Business-to-business (B2B), business-to-consumer (B2C), consumer-to-consumer (C2C), and business-to-business (C2B) are the four categories into which e-commerce business models fall. Businesses that offer goods and services to other businesses use the business-to-business model. These companies could be producers, retailers, or wholesalers. B2B e-commerce is primarily concerned with strengthening the bonds between companies, enhancing the effectiveness of the supply chain, and cutting expenses. The most common e-commerce business model is B2C, or business-to-consumer. Businesses who offer goods and services directly to customers use it. Customer acquisition, retention, and satisfaction are the main goals of B2C online shopping. It seeks to increase brand loyalty and give customers a seamless purchasing experience. The consumer-to-consumer (C2C) business model is employed by people who offer their goods and services to other people. It is primarily utilized in online bazaars like eBay and Craigslist. Building trust between people, ensuring secure transactions, and giving buyers and sellers an equal playing field are the main goals of C2C e-commerce. People that offer goods and services to companies employ the C2B model, which stands for consumer-to-business.

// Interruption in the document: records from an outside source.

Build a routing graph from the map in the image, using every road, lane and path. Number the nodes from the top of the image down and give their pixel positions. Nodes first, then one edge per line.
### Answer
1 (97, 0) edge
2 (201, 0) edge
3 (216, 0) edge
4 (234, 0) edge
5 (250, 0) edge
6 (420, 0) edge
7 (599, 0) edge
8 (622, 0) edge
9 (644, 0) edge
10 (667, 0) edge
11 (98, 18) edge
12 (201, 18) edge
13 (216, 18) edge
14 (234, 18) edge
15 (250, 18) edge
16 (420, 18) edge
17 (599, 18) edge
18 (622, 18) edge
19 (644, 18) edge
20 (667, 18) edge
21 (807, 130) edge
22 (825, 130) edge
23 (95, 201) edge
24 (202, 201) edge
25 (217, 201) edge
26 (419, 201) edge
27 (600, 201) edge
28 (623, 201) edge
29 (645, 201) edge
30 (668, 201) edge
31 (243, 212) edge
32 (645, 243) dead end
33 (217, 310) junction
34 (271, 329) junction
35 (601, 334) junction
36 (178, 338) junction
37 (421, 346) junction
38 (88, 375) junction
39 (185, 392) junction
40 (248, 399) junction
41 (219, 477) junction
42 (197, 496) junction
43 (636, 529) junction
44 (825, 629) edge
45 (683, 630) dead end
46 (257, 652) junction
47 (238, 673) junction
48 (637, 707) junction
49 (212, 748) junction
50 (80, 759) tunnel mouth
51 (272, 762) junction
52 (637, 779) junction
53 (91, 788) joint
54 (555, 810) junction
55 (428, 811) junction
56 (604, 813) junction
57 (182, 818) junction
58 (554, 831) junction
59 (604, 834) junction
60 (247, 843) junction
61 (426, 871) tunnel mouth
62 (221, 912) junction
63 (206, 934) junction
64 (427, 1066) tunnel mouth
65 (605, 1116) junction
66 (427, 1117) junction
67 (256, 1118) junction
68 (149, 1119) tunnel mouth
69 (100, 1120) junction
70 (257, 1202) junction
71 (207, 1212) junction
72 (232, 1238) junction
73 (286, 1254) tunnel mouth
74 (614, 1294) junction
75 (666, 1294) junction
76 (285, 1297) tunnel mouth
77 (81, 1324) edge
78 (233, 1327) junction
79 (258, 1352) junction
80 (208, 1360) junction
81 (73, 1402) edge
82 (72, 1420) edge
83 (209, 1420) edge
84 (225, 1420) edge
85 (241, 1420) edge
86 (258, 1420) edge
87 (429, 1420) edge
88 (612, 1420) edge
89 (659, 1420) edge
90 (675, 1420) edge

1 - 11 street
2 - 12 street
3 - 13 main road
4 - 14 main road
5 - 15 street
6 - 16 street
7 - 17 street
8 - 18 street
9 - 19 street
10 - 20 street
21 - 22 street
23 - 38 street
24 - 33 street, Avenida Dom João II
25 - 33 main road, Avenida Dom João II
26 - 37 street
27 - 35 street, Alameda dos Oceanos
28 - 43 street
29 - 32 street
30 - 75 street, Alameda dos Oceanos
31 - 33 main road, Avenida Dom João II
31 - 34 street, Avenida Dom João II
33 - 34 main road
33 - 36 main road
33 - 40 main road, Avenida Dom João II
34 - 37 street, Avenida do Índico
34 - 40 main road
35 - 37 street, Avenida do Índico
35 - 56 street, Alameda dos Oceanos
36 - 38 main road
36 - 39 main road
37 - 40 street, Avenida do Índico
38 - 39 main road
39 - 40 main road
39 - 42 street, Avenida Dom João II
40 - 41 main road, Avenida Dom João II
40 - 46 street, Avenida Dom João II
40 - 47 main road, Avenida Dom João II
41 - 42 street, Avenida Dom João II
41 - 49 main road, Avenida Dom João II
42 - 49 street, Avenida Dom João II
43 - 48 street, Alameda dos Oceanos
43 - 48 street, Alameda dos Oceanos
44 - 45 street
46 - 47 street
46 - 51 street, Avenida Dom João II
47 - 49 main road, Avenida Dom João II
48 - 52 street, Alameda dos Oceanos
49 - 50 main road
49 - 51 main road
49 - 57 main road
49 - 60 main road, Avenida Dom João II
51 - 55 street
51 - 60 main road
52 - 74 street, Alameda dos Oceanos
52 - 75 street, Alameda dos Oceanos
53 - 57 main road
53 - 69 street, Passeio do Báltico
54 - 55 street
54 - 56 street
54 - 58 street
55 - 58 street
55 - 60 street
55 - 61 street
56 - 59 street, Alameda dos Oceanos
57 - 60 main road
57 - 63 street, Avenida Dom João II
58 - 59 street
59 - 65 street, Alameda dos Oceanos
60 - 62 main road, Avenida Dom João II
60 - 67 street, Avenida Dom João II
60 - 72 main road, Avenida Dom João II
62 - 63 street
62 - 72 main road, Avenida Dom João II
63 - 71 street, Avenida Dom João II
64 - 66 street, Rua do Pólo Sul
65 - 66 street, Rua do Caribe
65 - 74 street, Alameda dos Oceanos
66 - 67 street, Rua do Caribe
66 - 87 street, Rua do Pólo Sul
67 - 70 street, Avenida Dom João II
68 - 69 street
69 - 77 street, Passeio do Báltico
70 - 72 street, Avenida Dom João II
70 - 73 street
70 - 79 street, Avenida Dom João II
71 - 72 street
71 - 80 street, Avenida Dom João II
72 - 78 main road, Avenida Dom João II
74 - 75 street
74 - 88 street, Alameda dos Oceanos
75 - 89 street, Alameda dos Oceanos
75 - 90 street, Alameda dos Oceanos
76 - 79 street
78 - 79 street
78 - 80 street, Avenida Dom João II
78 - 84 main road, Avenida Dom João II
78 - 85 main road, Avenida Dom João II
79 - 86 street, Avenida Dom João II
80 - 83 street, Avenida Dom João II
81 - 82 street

Independent contractors and freelancers are the main users of this concept. C2B e-commerce is concentrated on offering top-notch services, developing a solid reputation, and creating enduring connections with businesses. Disruptive business strategies Business models that defy norms and open up new markets are considered disruptive. Low-end and new-market disruption are the two different categories of disruptive business models. Low-end disruption is the process of providing inexpensive goods and services to compete with well-established companies. Cost reduction, efficiency, and the targeting of underserved markets are the primary goals of this kind of disruption. New-market disruption is the process of establishing completely new markets through the introduction of new goods and services. Innovation, customer requirements, and delivering value for customers are the major areas of focus for this kind of disruption. Models for Generating Revenue Business revenue generation strategies include revenue models. Advertising-based, subscription-based, and transaction-based income models are the three basic categories.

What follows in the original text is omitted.